··· DATA FOR THIS EXERCISE ···

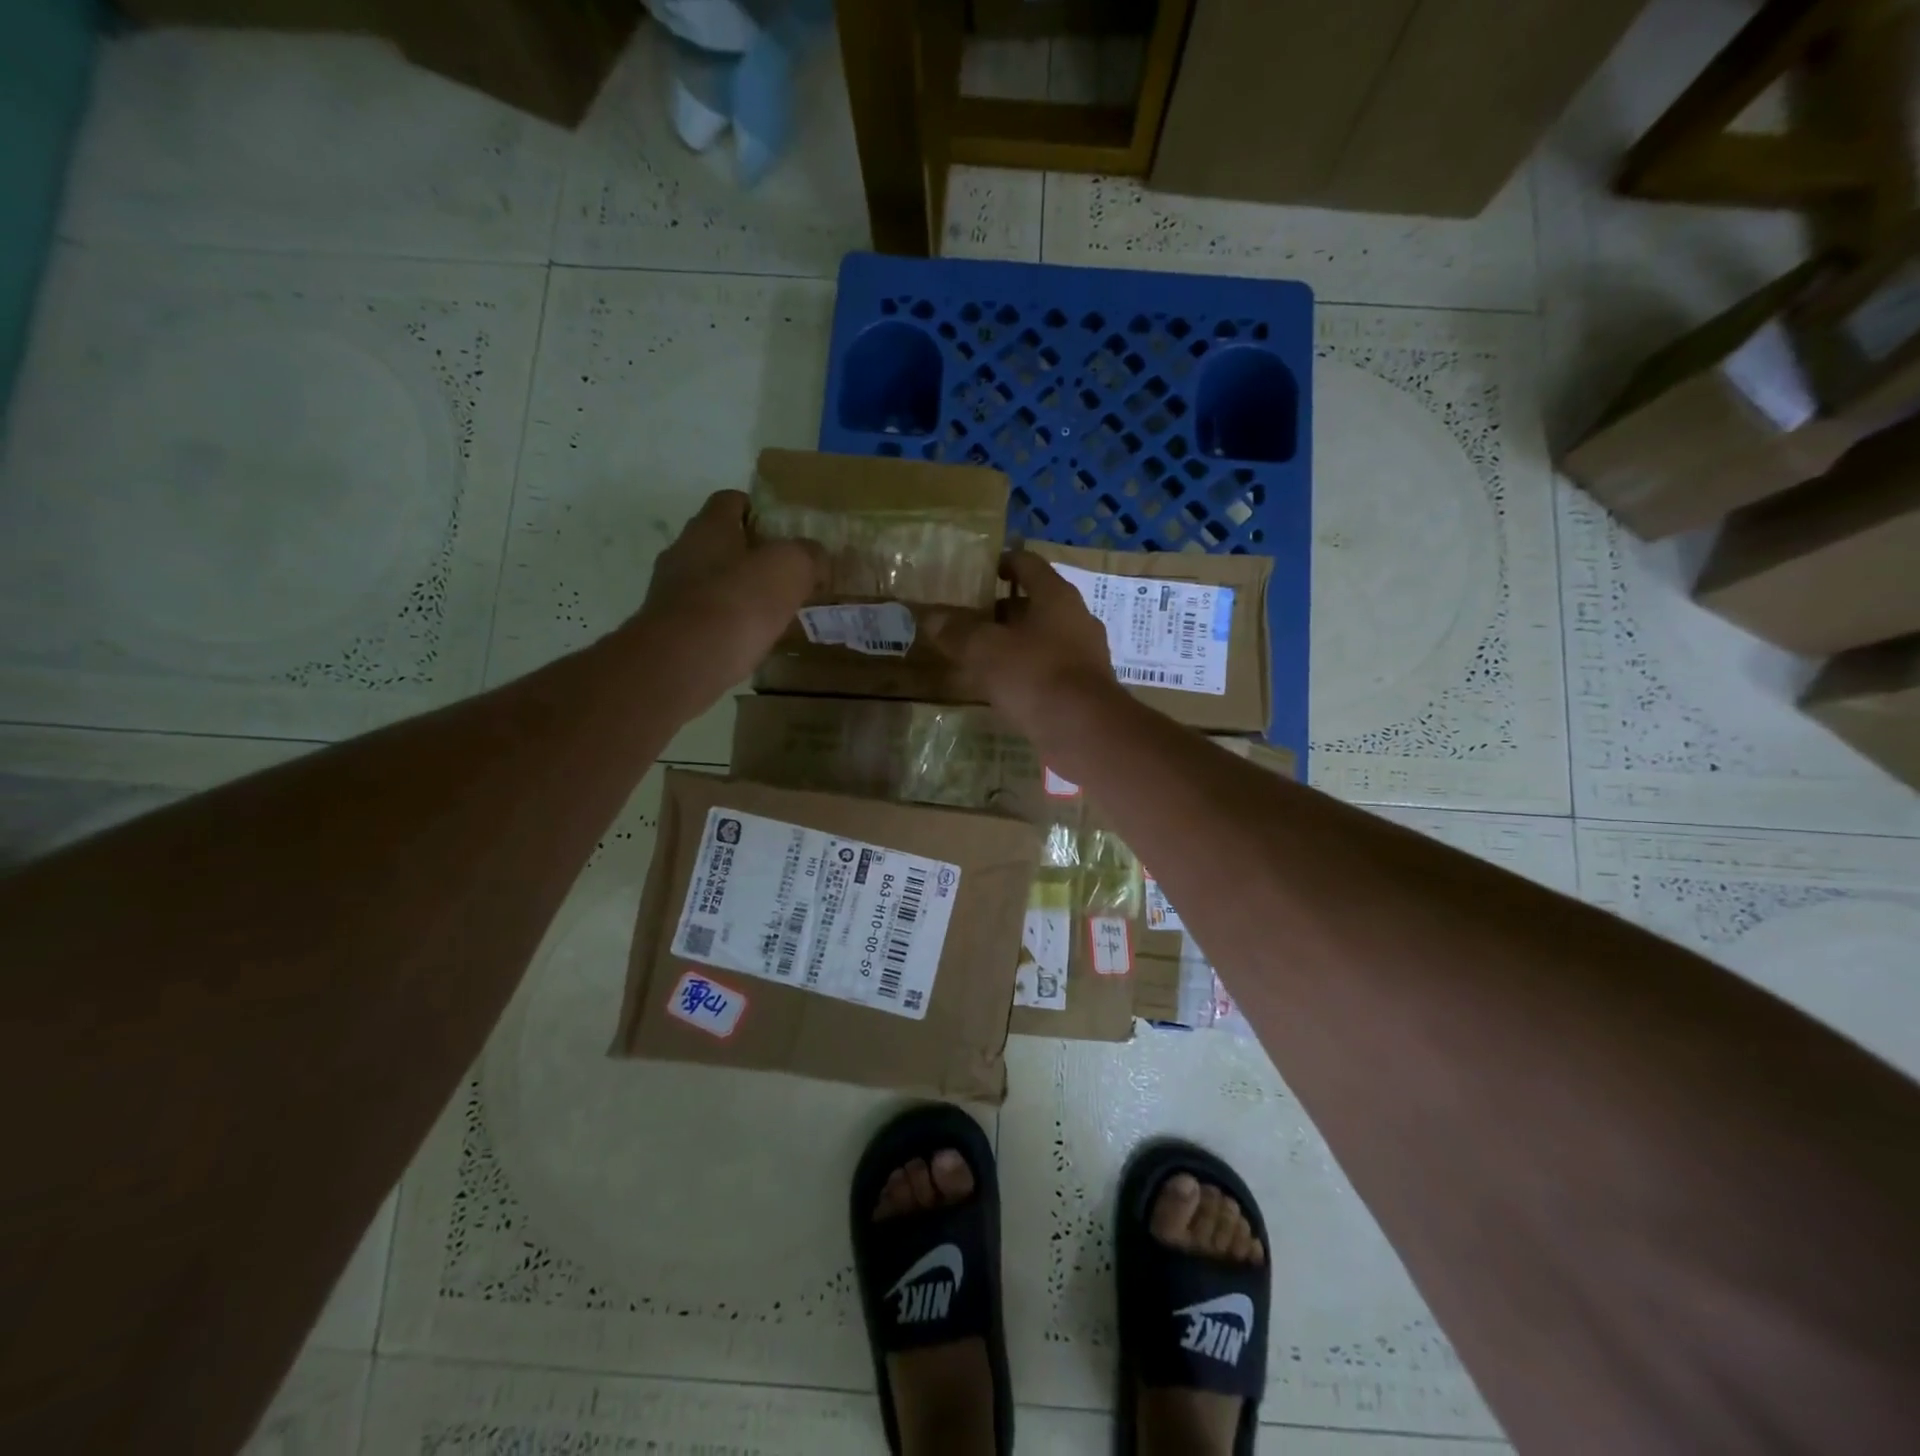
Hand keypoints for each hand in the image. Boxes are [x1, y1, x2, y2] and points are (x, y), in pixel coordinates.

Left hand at [631, 490, 822, 702]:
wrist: (682, 662)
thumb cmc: (738, 602)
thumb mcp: (790, 569)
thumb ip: (808, 555)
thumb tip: (815, 556)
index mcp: (709, 527)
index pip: (730, 501)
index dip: (757, 510)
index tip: (781, 530)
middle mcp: (682, 552)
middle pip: (718, 543)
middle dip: (748, 555)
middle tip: (783, 575)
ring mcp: (669, 593)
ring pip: (709, 582)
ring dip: (735, 592)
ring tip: (769, 613)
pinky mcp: (667, 630)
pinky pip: (703, 618)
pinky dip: (724, 624)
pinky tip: (746, 641)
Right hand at [929, 549, 1117, 727]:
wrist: (1085, 731)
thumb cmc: (1034, 675)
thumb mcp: (985, 650)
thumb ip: (957, 631)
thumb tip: (930, 617)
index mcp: (1056, 596)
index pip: (1028, 564)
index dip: (1003, 563)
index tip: (981, 572)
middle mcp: (1076, 618)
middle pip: (1037, 603)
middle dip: (1004, 610)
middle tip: (972, 621)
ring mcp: (1086, 654)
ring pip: (1044, 638)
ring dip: (1016, 643)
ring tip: (983, 656)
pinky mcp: (1086, 687)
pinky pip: (1051, 669)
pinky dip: (1028, 671)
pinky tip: (1006, 688)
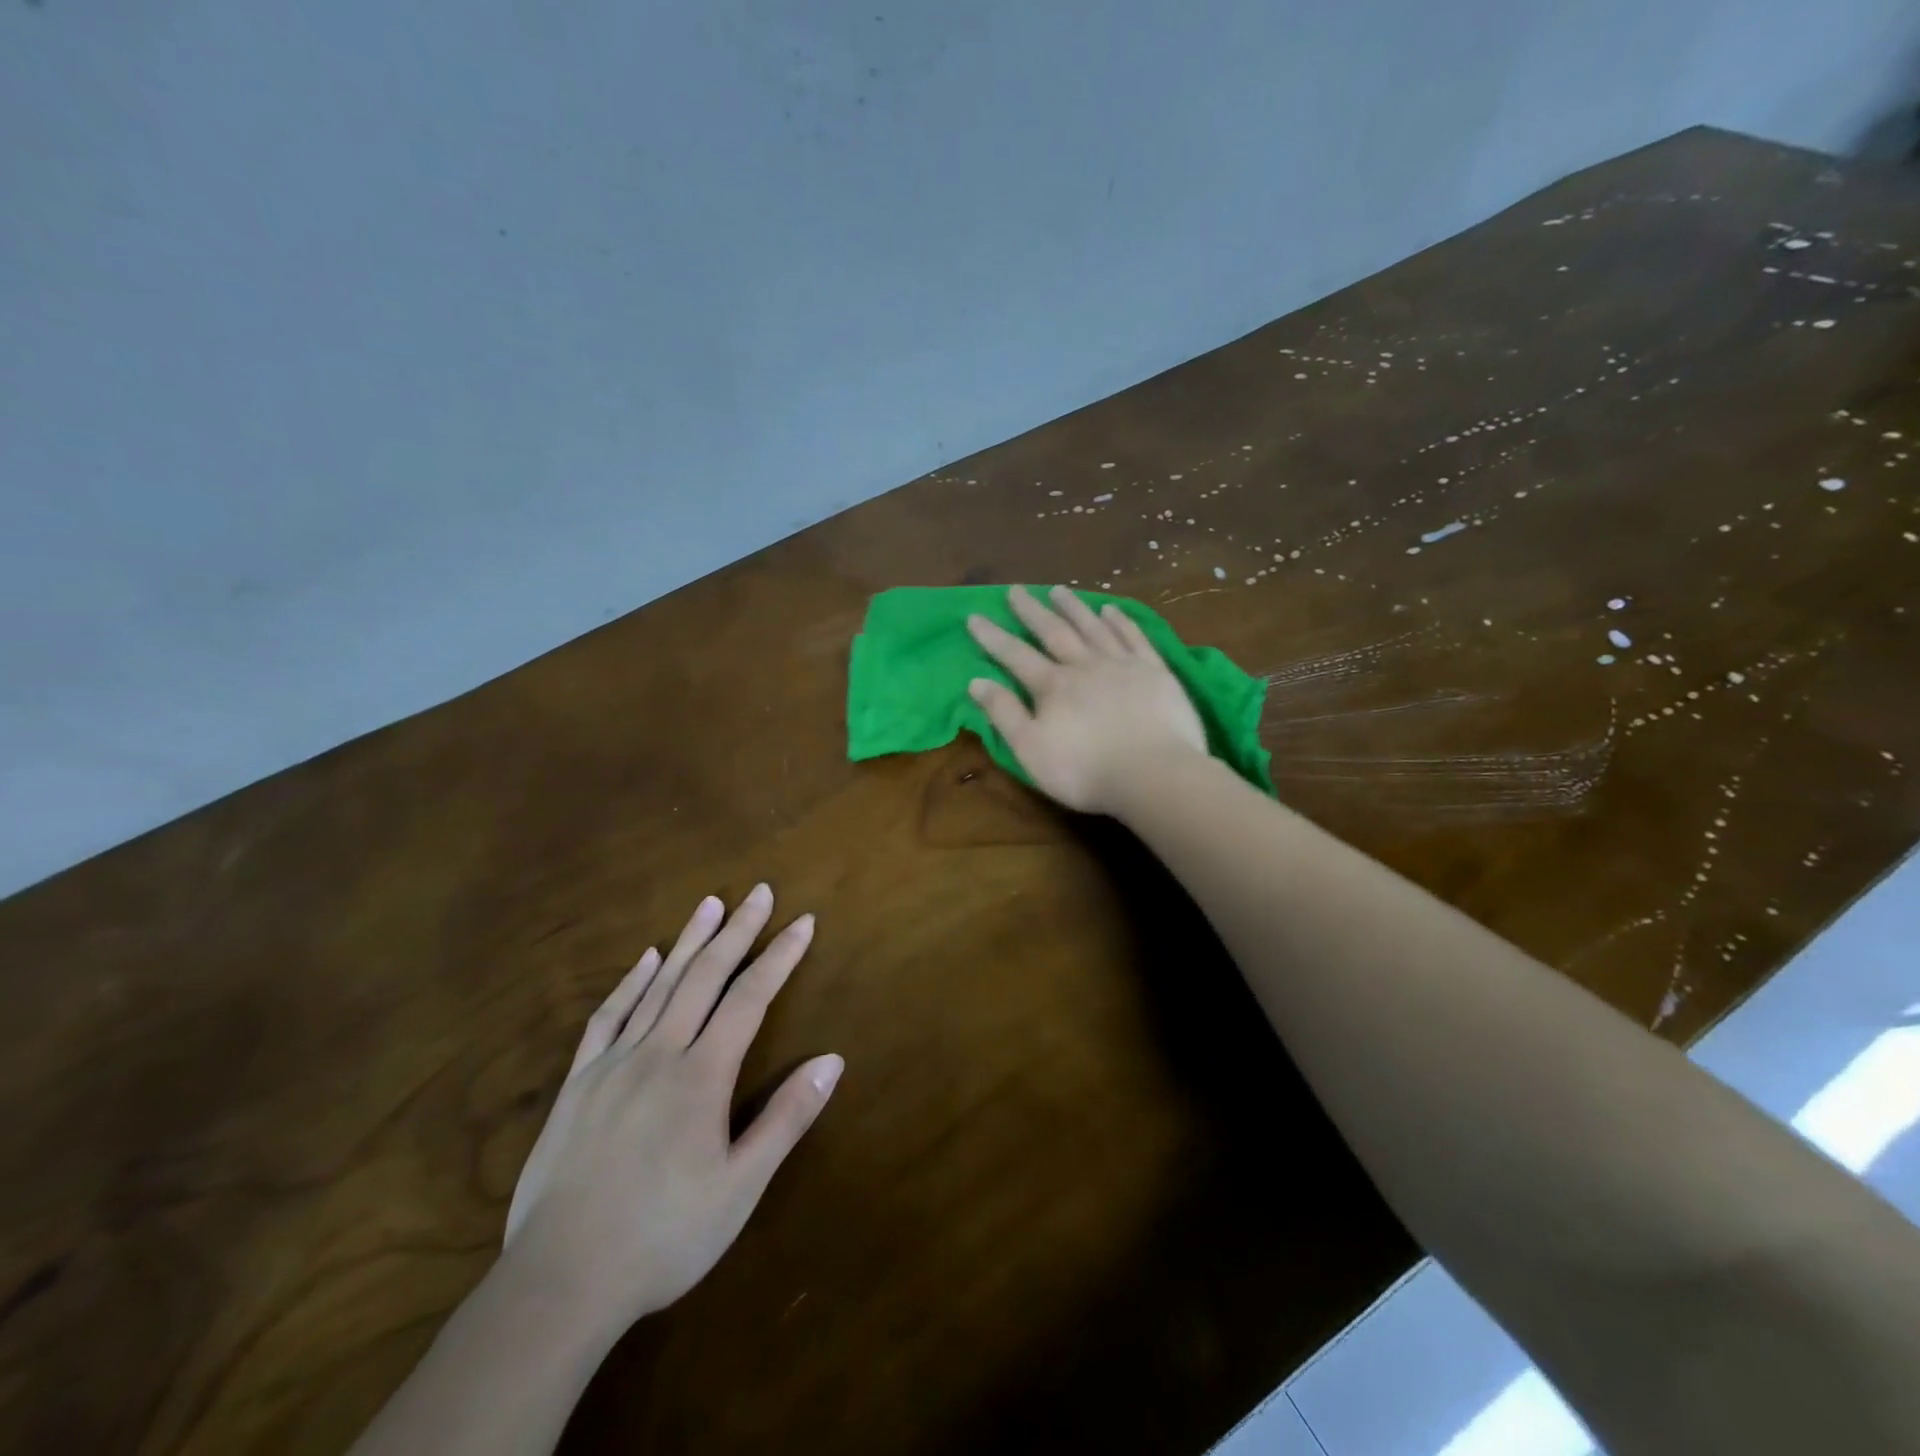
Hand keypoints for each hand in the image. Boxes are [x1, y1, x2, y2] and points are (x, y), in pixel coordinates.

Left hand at [502, 885, 842, 1334]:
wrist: (560, 1282)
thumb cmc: (664, 1237)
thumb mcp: (741, 1187)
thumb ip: (787, 1118)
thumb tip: (832, 1059)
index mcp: (702, 1075)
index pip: (751, 998)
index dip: (780, 956)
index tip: (803, 922)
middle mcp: (660, 1052)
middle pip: (706, 976)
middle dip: (738, 930)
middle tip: (760, 891)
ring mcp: (614, 1063)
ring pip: (659, 985)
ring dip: (689, 941)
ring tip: (710, 903)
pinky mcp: (579, 1083)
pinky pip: (608, 1017)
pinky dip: (630, 982)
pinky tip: (646, 959)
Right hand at [965, 585, 1207, 814]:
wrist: (1154, 774)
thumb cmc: (1085, 770)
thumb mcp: (1031, 750)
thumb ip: (1004, 714)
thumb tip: (976, 681)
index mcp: (1053, 686)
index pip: (1015, 655)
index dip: (993, 637)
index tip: (974, 616)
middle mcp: (1085, 665)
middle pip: (1054, 632)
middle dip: (1031, 611)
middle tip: (1016, 590)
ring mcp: (1122, 665)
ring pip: (1093, 627)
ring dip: (1074, 608)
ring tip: (1059, 590)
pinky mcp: (1155, 671)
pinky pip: (1133, 637)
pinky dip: (1120, 621)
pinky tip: (1111, 609)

···

[PROBLEM STATEMENT] Give back, exactly and without pictures, the stretch of the records above from the line containing "thumb tip: (930, 617)" through the line containing "middle dip: (738, 930)", with both end lines included.

[OUTPUT]
thumb tip: (930, 617)
index mcp: (1056, 596)
index pip: (1028, 564)
index dip: (1003, 563)
index tip: (981, 572)
middle mcp: (1076, 618)
middle pip: (1037, 603)
middle dip: (1004, 610)
middle tip: (972, 621)
ring mcp: (1086, 654)
ring pip: (1044, 638)
ring dip: (1016, 643)
ring tip: (983, 656)
pinky mcp: (1086, 687)
pinky pip: (1051, 669)
pinky dip: (1028, 671)
pinky tip: (1006, 688)
Hand keypoints for each hand in the image. Boxes are [x1, y1, x2, y2] and points are (x, y), in pixel coordinates.

Left hand at [502, 885, 842, 1334]:
wrist: (560, 1282)
thumb cmc: (664, 1237)
thumb mcp: (741, 1187)
thumb ip: (787, 1118)
thumb tip: (832, 1059)
index mcp: (702, 1075)
index pip: (751, 998)
index dip: (780, 956)
index tip: (803, 922)
middle mcp: (660, 1052)
middle pip: (706, 976)
middle dip: (738, 930)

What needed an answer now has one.